### Exercise
If a line of the data below contains the string "Heidfeld", copy it into your answer.

### Data records
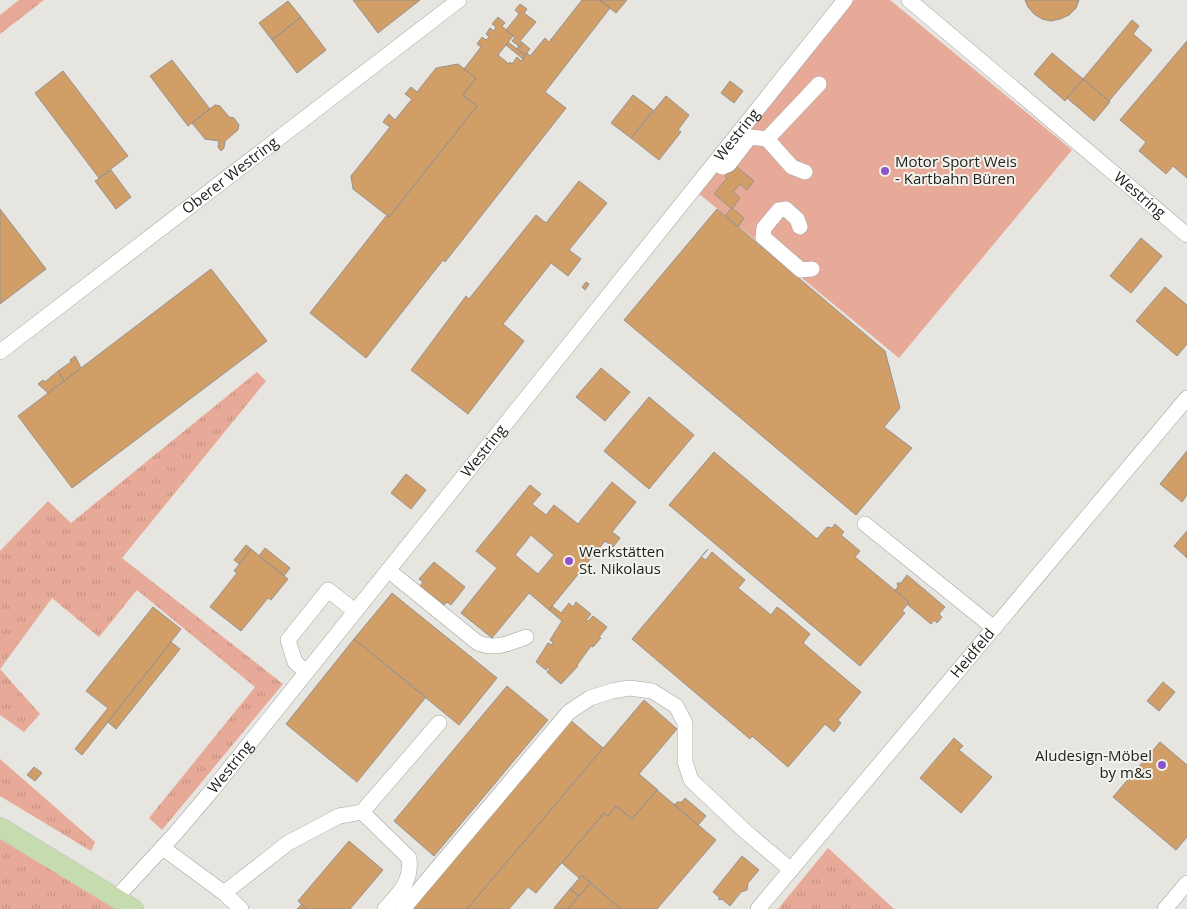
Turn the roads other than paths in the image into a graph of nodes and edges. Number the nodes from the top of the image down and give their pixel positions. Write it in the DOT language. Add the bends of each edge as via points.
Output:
graph roads {
  1 [pos="459,0"];
  2 [pos="845,0"];
  3 [pos="909,0"];
  4 [pos="819,84"];
  5 [pos="767,139"];
  6 [pos="716,162"];
  7 [pos="804,172"];
  8 [pos="800,227"];
  9 [pos="1187,235"];
  10 [pos="812,269"];
  11 [pos="0,352"];
  12 [pos="1187,398"];
  13 [pos="865,524"];
  14 [pos="388,570"];
  15 [pos="355,611"];
  16 [pos="994,628"];
  17 [pos="526,638"];
  18 [pos="306,672"];
  19 [pos="439,723"];
  20 [pos="362,812"];
  21 [pos="0,827"];
  22 [pos="163,848"];
  23 [pos="791,870"];
  24 [pos="1187,883"];
  25 [pos="224,893"];
  26 [pos="116,898"];
  27 [pos="134,909"];
  28 [pos="241,909"];
  29 [pos="385,909"];
  30 [pos="403,909"];
  31 [pos="758,909"];
  32 [pos="1165,909"];
  1 -- 11 [label="street, Oberer Westring"];
  2 -- 6 [label="street, Westring"];
  3 -- 9 [label="street, Westring"];
  4 -- 5 [label="street"];
  5 -- 6 [label="street" via="750,137 729,164 722,167"];
  5 -- 7 [label="street" via="792,167"];
  6 -- 14 [label="street, Westring"];
  8 -- 10 [label="street" via="798,219 786,209 780,210 764,228 763,237 801,270"];
  12 -- 16 [label="street, Heidfeld"];
  13 -- 16 [label="street"];
  14 -- 15 [label="street, Westring"];
  14 -- 17 [label="street" via="478,643 492,647"];
  15 -- 18 [label="street, Westring"];
  15 -- 18 [label="street" via="328,590 288,640 295,662"];
  16 -- 23 [label="street, Heidfeld"];
  18 -- 22 [label="street, Westring"];
  19 -- 20 [label="street"];
  20 -- 25 [label="street" via="339,816 288,843"];
  20 -- 29 [label="street" via="409,858 405,886"];
  21 -- 26 [label="main road"];
  22 -- 25 [label="street"];
  22 -- 26 [label="street, Westring"];
  23 -- 30 [label="street" via="691,780 686,762 685,723 676,706 652,691 629,688 590,698 569,712"];
  23 -- 31 [label="street, Heidfeld"];
  24 -- 32 [label="street"];
  25 -- 28 [label="street"];
  26 -- 27 [label="main road"];
}
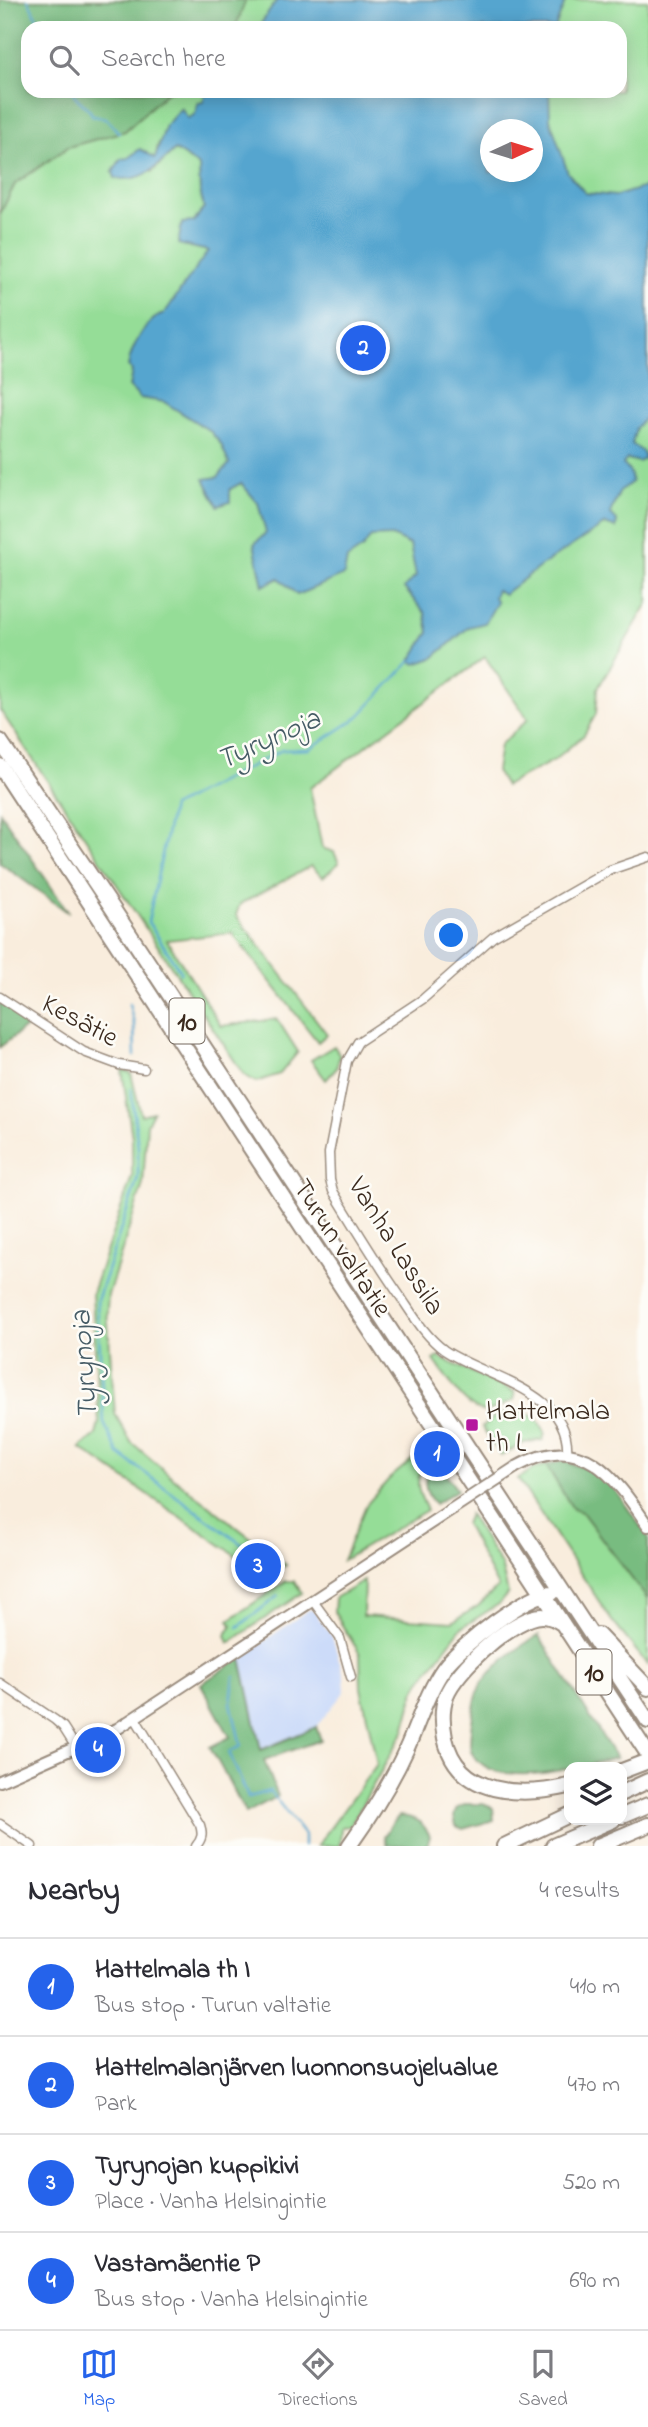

### Expected answer
  12 -- 16 [label="street, Heidfeld"];
  16 -- 23 [label="street, Heidfeld"];
  23 -- 31 [label="street, Heidfeld"];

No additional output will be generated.